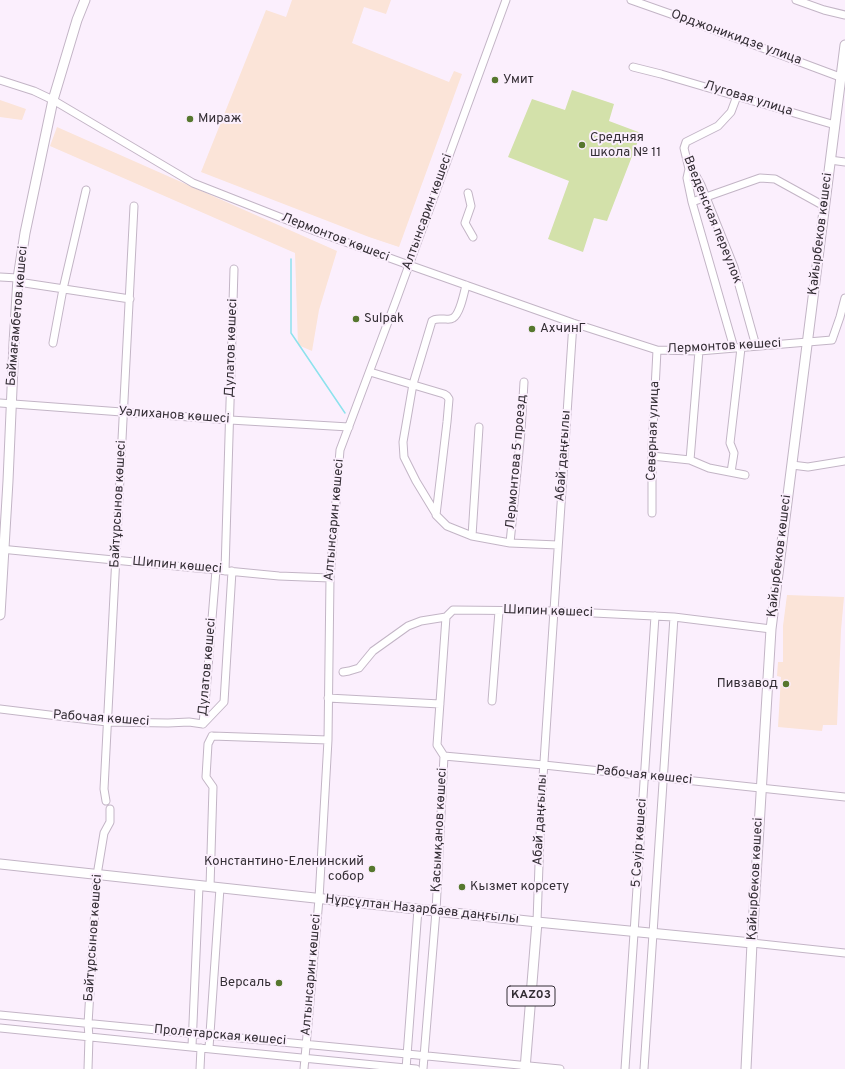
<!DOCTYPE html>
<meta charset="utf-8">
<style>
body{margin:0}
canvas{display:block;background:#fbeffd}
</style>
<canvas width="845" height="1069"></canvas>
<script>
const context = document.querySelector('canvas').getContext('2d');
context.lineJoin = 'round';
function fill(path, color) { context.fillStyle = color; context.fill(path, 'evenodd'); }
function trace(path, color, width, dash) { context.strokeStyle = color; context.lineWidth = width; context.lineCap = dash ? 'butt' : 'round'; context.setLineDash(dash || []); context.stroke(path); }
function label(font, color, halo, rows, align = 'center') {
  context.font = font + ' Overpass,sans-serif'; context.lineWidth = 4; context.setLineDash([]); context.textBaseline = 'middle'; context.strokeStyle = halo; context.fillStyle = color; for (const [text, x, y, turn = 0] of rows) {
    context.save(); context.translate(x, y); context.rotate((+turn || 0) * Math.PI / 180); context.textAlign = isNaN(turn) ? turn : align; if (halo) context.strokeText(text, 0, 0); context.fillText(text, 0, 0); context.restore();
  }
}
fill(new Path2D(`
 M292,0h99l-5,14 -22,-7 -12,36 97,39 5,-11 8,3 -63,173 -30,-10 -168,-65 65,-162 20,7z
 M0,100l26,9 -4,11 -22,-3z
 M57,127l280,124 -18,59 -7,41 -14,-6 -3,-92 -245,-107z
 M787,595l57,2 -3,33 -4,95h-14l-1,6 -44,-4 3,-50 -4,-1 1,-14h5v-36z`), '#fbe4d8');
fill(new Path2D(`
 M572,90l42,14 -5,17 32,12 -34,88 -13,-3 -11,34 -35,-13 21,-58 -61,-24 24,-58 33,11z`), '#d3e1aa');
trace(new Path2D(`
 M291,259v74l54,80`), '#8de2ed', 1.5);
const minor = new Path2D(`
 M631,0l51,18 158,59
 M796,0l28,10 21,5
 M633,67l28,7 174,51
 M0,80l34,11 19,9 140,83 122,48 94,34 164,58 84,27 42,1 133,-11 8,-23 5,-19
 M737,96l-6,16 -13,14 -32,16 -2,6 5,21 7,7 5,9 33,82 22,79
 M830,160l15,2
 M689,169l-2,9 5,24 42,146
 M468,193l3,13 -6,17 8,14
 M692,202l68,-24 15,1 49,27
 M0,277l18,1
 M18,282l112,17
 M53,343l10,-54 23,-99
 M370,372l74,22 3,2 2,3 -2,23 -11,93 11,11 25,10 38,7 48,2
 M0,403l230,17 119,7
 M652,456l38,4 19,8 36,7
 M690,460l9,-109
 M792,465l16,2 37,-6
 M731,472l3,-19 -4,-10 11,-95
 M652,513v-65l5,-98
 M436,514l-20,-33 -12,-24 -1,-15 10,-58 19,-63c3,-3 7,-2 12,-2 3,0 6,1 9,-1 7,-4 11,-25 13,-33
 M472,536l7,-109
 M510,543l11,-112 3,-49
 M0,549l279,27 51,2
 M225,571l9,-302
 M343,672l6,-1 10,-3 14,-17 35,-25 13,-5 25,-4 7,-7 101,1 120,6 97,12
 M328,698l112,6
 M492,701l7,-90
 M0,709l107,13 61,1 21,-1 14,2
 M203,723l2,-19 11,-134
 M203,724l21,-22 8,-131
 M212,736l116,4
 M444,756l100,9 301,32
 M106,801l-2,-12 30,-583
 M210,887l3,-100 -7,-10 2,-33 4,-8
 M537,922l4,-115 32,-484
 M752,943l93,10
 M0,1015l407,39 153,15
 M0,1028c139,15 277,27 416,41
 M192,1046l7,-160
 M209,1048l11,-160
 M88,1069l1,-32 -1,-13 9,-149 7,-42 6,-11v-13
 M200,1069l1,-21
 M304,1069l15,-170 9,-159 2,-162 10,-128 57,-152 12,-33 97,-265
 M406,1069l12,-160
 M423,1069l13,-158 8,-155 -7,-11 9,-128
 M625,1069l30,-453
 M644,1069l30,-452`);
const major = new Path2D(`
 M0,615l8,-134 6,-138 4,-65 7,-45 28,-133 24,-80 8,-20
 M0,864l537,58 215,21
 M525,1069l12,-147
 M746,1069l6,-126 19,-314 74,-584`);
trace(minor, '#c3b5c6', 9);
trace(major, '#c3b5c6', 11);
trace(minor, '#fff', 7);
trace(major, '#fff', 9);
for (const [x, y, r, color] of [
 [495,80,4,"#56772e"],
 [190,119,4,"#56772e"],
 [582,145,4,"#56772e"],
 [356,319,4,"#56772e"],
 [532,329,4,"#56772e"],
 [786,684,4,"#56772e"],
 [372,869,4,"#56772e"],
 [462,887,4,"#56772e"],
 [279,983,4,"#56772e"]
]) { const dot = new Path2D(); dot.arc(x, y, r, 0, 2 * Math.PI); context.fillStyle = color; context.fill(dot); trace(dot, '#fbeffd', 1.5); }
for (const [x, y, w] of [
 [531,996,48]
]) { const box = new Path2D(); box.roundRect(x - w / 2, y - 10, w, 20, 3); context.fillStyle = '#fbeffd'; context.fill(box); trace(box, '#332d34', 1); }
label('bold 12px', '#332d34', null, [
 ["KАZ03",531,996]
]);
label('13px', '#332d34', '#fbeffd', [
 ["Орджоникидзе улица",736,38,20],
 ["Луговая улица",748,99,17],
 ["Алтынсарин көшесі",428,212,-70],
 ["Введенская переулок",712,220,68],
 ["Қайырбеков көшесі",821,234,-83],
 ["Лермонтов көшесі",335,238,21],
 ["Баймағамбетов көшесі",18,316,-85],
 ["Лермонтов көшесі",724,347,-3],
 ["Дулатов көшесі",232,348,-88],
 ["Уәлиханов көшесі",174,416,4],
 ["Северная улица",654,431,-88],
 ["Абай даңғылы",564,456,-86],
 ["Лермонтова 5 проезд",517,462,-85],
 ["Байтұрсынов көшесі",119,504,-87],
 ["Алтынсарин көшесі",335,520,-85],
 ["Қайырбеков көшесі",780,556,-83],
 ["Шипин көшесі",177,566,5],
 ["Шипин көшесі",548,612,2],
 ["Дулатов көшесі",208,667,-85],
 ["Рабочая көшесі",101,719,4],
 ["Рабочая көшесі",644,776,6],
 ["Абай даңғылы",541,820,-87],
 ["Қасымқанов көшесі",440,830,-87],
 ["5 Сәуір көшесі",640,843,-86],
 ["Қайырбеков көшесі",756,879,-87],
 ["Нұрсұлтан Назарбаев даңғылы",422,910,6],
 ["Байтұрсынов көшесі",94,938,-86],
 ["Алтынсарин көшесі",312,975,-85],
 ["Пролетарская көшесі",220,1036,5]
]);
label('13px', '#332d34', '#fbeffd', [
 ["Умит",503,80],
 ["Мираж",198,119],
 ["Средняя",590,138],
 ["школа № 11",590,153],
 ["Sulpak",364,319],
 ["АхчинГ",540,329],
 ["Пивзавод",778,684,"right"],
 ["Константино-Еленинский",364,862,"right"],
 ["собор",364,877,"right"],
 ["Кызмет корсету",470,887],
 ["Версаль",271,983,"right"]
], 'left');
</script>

▶ How to complete this task
The lines from the beginning of the listing above through the line holding "function fill(path, color)" are to be duplicated exactly, and the pictures omitted.

▶ Answer to the exercise
<!DOCTYPE html>
<meta charset="utf-8">
<style>
body{margin:0}
canvas{display:block;background:#fbeffd}
</style>
<canvas width="845" height="1069"></canvas>
<script>
const context = document.querySelector('canvas').getContext('2d');
context.lineJoin = 'round';
function fill(path, color) { context.fillStyle = color; context.fill(path, 'evenodd'); }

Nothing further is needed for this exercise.